- **EXERCISE OBJECTIVE**
For the string "change", state how many lines of the data hold it. Give nothing besides the number.

★ ★ ★ ★ ★ ★ ★

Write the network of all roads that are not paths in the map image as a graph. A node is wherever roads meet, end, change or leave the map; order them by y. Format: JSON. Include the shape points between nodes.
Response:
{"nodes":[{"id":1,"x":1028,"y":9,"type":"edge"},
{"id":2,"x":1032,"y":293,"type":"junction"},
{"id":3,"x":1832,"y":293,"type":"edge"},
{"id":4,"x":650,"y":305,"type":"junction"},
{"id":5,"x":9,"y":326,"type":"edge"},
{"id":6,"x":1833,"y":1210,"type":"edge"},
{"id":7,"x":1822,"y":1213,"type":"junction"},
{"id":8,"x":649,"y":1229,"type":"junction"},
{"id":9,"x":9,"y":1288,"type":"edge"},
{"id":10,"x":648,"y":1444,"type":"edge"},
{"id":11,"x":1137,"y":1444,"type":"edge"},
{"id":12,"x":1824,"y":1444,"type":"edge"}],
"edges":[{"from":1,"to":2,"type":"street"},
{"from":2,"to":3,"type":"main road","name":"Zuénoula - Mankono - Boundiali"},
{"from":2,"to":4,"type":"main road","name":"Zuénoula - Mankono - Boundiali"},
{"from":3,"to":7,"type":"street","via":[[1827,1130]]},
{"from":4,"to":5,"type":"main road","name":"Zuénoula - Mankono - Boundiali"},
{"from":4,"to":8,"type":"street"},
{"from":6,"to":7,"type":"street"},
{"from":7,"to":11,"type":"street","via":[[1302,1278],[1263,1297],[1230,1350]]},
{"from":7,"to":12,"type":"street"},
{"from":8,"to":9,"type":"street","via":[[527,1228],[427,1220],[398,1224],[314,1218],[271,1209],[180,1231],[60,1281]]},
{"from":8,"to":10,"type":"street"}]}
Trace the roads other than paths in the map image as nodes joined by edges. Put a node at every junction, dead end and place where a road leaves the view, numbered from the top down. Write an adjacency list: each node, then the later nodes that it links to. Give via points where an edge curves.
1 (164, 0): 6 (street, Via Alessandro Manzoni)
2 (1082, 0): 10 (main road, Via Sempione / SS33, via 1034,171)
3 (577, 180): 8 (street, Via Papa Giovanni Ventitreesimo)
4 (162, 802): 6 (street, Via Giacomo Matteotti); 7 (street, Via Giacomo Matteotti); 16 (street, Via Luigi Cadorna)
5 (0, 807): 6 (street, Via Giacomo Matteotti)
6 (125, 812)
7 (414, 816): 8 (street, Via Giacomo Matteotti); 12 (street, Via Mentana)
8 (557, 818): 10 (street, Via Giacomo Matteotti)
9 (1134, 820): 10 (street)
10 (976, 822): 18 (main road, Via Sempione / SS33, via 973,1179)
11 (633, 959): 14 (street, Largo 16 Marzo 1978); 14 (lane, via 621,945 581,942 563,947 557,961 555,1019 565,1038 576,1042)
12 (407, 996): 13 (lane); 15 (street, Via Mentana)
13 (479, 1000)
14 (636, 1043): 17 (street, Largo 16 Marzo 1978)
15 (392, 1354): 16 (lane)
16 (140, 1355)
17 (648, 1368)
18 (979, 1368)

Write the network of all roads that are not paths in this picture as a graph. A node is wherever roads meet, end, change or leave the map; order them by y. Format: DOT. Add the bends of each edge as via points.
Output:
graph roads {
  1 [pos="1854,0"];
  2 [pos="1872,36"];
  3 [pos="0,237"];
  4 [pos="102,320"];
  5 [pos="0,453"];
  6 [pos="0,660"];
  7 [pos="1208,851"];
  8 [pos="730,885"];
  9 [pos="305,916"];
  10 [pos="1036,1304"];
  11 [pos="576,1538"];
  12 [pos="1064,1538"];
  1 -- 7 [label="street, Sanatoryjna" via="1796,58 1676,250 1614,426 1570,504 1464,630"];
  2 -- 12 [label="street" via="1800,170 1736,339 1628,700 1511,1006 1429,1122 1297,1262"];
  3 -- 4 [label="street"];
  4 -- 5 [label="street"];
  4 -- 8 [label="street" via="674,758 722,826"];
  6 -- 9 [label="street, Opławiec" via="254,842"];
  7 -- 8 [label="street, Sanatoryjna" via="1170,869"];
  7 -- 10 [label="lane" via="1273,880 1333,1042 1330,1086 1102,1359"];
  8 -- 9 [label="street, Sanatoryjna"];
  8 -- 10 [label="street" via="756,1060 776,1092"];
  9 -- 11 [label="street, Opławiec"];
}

★ ★ ★ ★ ★ ★ ★

- **RESPONSE BOX**
2